*TASK BRIEF*
Go through the data below and copy it exactly, skipping every picture.

↓

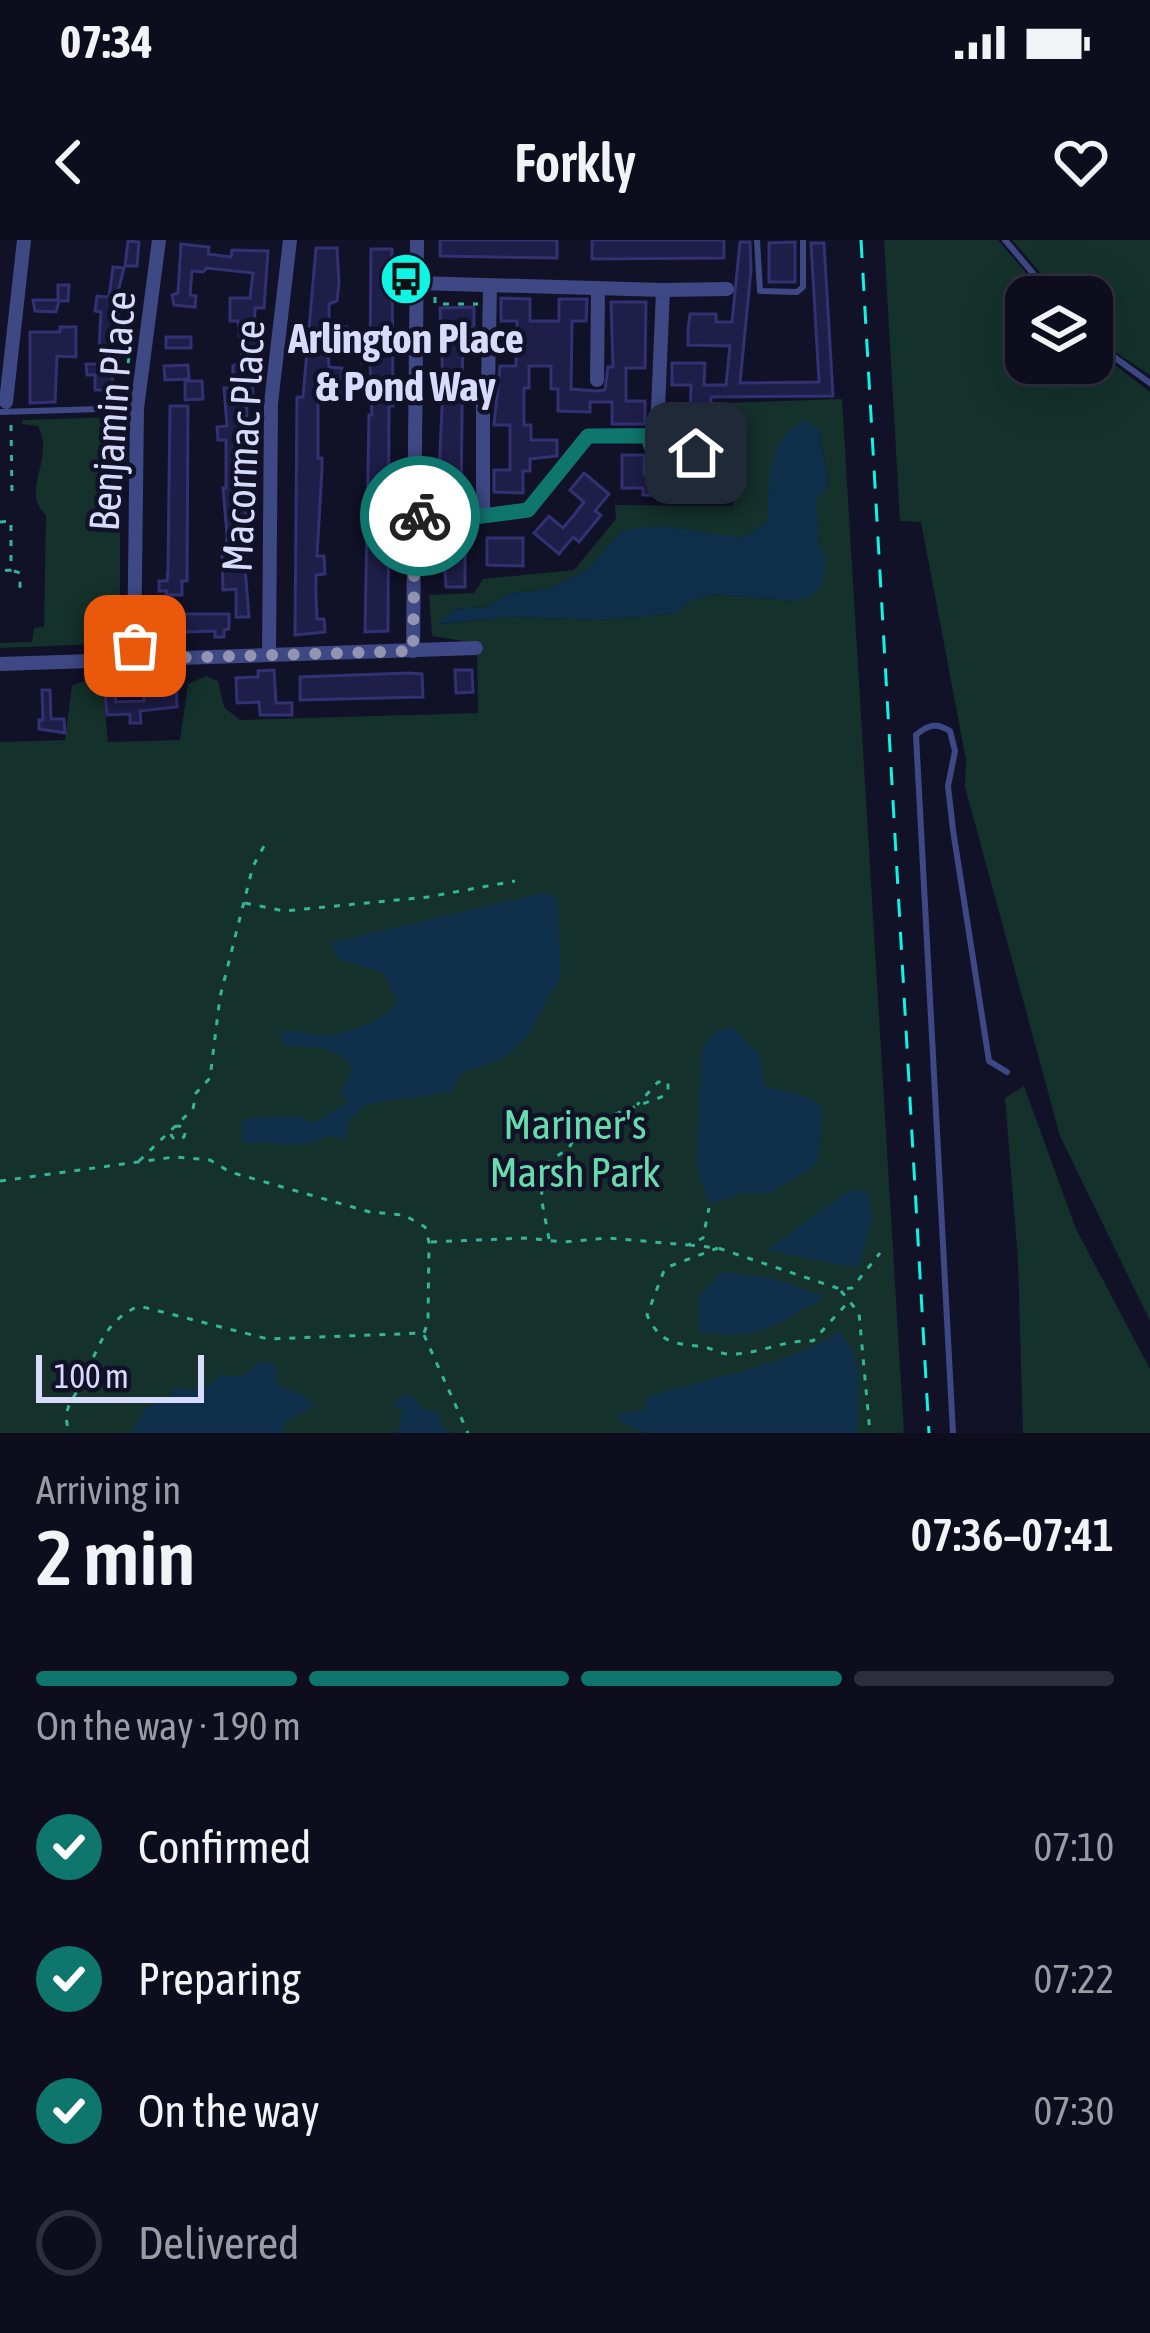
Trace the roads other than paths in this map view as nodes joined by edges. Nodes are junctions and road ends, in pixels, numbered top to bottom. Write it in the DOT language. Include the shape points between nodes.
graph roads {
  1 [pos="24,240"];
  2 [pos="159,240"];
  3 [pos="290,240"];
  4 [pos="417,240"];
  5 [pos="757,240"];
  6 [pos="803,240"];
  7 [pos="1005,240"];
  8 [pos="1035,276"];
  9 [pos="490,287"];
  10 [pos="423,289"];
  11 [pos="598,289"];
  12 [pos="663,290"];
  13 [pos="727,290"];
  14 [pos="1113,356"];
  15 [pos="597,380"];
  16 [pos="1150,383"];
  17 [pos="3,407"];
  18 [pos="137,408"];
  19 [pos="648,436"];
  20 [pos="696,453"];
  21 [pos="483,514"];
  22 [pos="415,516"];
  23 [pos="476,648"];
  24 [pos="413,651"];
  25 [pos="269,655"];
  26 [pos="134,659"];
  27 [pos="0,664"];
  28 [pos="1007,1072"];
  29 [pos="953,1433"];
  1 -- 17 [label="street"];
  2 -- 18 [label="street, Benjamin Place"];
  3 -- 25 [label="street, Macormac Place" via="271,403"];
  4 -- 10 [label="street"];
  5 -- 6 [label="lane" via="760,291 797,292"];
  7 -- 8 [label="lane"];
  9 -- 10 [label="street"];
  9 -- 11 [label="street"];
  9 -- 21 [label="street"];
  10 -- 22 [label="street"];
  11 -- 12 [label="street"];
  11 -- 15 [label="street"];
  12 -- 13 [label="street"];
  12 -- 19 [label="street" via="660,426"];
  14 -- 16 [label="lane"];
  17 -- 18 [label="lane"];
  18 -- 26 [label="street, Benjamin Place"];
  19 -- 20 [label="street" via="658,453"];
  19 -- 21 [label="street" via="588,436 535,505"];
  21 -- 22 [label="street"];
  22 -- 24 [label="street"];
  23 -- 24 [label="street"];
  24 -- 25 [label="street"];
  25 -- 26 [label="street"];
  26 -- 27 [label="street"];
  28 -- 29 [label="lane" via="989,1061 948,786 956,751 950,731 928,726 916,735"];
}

↑

*SOLUTION TO THIS EXERCISE*
Trace the roads other than paths in this map view as nodes joined by edges. Nodes are junctions and road ends, in pixels, numbered top to bottom. Write it in the DOT language. Include the shape points between nodes.
graph roads {
  1 [pos="24,240"];
  2 [pos="159,240"];
  3 [pos="290,240"];
  4 [pos="417,240"];
  5 [pos="757,240"];
  6 [pos="803,240"];
  7 [pos="1005,240"];
  8 [pos="1035,276"];
  9 [pos="490,287"];
  10 [pos="423,289"];
  11 [pos="598,289"];
  12 [pos="663,290"];
  13 [pos="727,290"];
  14 [pos="1113,356"];
  15 [pos="597,380"];
  16 [pos="1150,383"];
  17 [pos="3,407"];
  18 [pos="137,408"];
  19 [pos="648,436"];
  20 [pos="696,453"];
  21 [pos="483,514"];
  22 [pos="415,516"];
  23 [pos="476,648"];
  24 [pos="413,651"];
  25 [pos="269,655"];
  26 [pos="134,659"];
  27 [pos="0,664"];
  28 [pos="1007,1072"];
  29 [pos="953,1433"];
  1 -- 17 [label="street"];
  2 -- 18 [label="street, Benjamin Place"];
  3 -- 25 [label="street, Macormac Place" via="271,403"];
  4 -- 10 [label="street"];
  5 -- 6 [label="lane" via="760,291 797,292"];
  7 -- 8 [label="lane"];
  9 -- 10 [label="street"];
  9 -- 11 [label="street"];
  9 -- 21 [label="street"];
  10 -- 22 [label="street"];
  11 -- 12 [label="street"];
  11 -- 15 [label="street"];
  12 -- 13 [label="street"];
  12 -- 19 [label="street" via="660,426"];
  14 -- 16 [label="lane"];
  17 -- 18 [label="lane"];
  18 -- 26 [label="street, Benjamin Place"];
  19 -- 20 [label="street" via="658,453"];
  19 -- 21 [label="street" via="588,436 535,505"];
  21 -- 22 [label="street"];
  22 -- 24 [label="street"];
  23 -- 24 [label="street"];
  24 -- 25 [label="street"];
  25 -- 26 [label="street"];
  26 -- 27 [label="street"];
  28 -- 29 [label="lane" via="989,1061 948,786 956,751 950,731 928,726 916,735"];
}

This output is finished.